Zinetta Burney: Crossing Alabama St.

By J. R. Wilson

Cousin Willie Senegal, Zinetta, and her brother John “Butch” Arceneaux celebrate Easter 1955 on Winbern St. Her father’s Chevrolet is in the background. Photo courtesy of Zinetta Burney.

One of the most significant socio-economic impacts resulting from the notion of white supremacy, and its attending corollary of Black inferiority, was the use of race as a determinant of residential housing patterns which caused African American families to be forced into the isolation of segregated neighborhoods. For Zinetta Burney and her African American neighbors in Houston’s Third Ward, Alabama Street was the de facto color line that, throughout most of the twentieth century, divided this central city community according to race.

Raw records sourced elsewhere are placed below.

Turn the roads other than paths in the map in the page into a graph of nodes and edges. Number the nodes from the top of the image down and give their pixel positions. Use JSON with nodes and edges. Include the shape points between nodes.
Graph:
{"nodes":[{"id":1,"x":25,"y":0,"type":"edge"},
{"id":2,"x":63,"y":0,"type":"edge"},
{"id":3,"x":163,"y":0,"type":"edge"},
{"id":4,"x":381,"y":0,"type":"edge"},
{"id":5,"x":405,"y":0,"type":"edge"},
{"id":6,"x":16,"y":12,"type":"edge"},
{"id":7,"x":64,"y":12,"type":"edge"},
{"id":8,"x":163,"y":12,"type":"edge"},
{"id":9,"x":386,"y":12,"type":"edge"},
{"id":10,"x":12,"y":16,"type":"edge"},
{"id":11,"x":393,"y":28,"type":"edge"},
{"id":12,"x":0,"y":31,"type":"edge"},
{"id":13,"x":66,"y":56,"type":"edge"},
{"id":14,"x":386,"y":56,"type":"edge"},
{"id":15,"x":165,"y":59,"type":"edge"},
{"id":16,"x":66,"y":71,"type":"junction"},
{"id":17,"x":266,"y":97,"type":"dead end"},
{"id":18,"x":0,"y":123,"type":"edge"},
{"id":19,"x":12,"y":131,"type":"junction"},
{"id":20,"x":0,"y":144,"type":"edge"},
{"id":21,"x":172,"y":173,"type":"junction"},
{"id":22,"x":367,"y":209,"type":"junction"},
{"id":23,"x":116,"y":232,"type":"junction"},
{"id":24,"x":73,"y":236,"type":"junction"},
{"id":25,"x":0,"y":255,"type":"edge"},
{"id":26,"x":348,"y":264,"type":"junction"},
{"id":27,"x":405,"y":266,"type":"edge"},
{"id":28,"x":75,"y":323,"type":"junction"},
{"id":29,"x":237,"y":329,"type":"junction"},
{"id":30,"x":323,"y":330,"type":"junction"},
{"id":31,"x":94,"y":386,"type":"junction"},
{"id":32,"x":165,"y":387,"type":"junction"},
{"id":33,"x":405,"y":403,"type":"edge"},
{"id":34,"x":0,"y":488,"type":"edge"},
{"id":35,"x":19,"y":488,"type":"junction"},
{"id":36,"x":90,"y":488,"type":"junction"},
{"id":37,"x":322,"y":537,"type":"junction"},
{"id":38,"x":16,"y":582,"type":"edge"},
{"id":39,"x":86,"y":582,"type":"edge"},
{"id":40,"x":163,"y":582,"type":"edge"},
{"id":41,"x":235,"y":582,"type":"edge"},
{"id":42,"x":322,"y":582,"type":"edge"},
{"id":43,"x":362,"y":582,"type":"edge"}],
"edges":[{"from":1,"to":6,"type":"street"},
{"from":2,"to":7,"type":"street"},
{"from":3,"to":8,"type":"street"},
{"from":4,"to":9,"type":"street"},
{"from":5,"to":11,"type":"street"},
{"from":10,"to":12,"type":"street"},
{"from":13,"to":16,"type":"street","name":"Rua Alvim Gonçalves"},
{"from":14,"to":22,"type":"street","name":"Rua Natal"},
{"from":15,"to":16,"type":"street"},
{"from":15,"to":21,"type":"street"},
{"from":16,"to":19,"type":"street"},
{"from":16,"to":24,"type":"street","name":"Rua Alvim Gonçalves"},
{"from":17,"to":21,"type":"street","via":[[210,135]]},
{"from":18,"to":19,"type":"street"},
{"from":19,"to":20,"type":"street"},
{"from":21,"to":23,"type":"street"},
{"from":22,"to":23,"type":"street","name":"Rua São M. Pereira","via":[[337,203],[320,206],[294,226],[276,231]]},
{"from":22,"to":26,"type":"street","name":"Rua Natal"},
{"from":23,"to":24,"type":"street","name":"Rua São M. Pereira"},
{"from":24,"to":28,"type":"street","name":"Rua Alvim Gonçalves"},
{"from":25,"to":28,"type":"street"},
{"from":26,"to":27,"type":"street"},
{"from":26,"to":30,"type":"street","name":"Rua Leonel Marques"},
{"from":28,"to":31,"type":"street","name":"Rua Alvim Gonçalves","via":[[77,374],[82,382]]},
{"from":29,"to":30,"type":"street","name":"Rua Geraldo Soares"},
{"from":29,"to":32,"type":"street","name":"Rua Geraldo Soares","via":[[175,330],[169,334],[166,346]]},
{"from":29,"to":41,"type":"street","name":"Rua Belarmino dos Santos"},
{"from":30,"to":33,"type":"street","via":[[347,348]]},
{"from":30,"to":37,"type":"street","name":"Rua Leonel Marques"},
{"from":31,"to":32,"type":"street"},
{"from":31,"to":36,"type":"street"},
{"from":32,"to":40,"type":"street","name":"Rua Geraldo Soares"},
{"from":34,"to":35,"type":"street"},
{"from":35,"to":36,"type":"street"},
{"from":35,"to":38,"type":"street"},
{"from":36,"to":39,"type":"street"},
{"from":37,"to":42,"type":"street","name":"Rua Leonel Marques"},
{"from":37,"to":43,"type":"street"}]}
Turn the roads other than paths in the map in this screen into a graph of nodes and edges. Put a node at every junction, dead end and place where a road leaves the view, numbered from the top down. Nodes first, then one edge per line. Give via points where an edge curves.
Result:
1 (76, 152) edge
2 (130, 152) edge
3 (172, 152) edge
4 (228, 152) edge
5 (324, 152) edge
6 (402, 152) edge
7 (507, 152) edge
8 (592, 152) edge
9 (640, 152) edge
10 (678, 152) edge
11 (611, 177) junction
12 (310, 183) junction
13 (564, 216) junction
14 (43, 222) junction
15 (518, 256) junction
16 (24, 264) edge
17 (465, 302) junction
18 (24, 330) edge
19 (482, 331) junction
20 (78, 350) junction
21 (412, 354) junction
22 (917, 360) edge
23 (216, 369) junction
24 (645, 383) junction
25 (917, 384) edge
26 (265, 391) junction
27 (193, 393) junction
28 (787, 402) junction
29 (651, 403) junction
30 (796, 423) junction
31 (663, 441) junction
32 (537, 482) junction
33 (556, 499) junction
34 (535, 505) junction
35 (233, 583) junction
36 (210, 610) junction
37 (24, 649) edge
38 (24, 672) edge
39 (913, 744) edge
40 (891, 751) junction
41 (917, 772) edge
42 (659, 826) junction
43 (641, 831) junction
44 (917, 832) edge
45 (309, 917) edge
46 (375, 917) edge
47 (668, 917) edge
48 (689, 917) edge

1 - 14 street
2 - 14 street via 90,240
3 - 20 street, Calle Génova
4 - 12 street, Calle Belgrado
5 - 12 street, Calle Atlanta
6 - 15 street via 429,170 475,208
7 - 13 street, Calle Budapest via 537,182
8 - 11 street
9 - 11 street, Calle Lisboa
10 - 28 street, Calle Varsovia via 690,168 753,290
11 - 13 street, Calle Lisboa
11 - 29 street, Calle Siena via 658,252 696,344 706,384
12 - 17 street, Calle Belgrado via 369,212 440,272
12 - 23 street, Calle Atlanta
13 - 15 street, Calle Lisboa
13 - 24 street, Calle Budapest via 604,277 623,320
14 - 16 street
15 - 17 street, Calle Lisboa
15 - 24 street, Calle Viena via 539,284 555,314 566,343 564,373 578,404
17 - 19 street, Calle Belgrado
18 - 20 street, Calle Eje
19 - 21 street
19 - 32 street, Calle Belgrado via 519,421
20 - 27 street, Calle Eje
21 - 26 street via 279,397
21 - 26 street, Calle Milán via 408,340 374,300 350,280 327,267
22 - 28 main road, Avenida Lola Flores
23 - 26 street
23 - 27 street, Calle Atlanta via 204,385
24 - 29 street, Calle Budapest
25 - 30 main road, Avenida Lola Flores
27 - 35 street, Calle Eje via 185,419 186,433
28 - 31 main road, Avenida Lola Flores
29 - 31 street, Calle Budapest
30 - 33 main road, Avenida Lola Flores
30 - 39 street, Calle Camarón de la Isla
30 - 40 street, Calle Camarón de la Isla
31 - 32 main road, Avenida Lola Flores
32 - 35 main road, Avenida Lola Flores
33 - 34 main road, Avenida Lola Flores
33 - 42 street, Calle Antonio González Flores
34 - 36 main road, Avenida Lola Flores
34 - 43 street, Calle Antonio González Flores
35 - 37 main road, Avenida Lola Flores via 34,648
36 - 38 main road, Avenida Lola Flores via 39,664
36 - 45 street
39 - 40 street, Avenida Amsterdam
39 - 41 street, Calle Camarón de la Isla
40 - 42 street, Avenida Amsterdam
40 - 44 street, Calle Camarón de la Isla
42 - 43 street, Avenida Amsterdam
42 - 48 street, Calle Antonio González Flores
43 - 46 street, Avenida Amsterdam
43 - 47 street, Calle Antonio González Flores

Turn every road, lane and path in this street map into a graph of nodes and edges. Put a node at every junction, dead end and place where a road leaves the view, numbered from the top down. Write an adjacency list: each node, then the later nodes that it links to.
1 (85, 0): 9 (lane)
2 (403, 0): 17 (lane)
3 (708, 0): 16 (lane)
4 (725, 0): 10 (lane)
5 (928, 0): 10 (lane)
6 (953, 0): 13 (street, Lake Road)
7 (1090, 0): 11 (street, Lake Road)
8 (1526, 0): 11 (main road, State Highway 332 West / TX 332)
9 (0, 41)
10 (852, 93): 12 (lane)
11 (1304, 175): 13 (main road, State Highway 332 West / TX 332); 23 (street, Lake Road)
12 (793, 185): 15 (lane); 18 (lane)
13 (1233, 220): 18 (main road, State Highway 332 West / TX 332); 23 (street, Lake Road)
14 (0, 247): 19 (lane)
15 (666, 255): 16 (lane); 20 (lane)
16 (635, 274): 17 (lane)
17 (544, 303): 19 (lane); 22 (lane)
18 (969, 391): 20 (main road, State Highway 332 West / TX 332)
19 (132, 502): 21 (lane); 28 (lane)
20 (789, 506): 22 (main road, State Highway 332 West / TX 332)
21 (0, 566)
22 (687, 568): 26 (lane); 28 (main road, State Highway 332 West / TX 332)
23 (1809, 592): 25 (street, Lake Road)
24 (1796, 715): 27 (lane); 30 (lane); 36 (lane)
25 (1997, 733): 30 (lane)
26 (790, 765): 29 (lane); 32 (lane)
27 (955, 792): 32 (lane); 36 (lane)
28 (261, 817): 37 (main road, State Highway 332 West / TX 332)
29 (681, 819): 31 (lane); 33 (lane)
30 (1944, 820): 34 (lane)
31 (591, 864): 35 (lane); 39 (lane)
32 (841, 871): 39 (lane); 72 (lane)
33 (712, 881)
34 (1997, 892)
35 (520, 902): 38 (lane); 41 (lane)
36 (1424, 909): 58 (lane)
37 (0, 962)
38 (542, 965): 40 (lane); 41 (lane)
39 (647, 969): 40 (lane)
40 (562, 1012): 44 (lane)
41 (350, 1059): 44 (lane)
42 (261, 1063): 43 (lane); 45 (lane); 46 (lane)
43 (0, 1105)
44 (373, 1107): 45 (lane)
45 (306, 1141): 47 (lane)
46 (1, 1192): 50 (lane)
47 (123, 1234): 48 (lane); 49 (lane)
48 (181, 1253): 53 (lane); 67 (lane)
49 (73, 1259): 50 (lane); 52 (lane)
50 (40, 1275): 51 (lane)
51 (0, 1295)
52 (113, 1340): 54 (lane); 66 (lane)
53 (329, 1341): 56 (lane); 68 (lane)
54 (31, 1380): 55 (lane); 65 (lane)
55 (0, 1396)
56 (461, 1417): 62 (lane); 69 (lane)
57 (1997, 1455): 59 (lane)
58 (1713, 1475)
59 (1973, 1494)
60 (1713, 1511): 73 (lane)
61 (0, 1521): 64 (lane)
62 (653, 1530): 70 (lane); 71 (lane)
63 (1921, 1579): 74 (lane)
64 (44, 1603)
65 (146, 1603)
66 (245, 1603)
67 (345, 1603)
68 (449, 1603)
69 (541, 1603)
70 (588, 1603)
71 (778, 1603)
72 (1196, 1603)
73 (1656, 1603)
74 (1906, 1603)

In urban communities throughout the nation, the enforcement of allegedly “legal” race-based deed restrictions and other residential restrictions were common practice.  In Houston de facto law—meaning it was custom but not written city code—dictated that homes south of Alabama Street were reserved for white families, while African Americans were confined to the northern section, above Alabama. The Burneys were one of those families and resided at 2828 MacGregor, later renamed Winbern. Burney asserted that changing her street’s name reflected a practice used to preserve exclusivity and racial demarcations as increasing numbers of African Americans moved into Third Ward. Thinking back to the 1940s and 1950s, when her mother was cleaning houses as a maid “over on the southern end past Alabama,” Burney pointed out that Blacks now live in houses that are in areas that “as a kid, we could not have visited . . . We lived in a segregated world.”

Zinetta Burney as a young teen.

Even in childhood, the lack of respect shown her father and other African Americans always distressed Burney and contributed to the deep sense of justice, fairness, and civic obligation that has become evident in her adult life. Reminiscing about her highly intelligent father who only finished the third grade, Burney recalled, “I always thought it was disturbing to him, and I guess it was, with going to work, with the seeing of the things he always wanted to explore. I could feel it in him. He wanted the freedom. I could always feel it.” She observed her father’s struggles as he redeemed his dignity by repudiating the racial degradation and subservience of the Sambo role that he was expected to fulfill as a rail car porter. She proudly remembers that he “…one day just told them he was sick of it; he was tired and quit.”

When he found other work, Burney and her mother often drove him to his various jobs in their family Chevrolet.  As they rode along, journeying through Hermann Park and well-off white neighborhoods, she found it disturbing that she had no access to the things she saw around her. “[There were] . . . places that as a kid, I just always wanted to go to visit. I’d see Rice University. I always wanted to go there. I guess I got that from my father. I never felt free. Always conscious of the isolation. Always conscious of the restriction. Always wanted to walk across Alabama. Just walk across it.”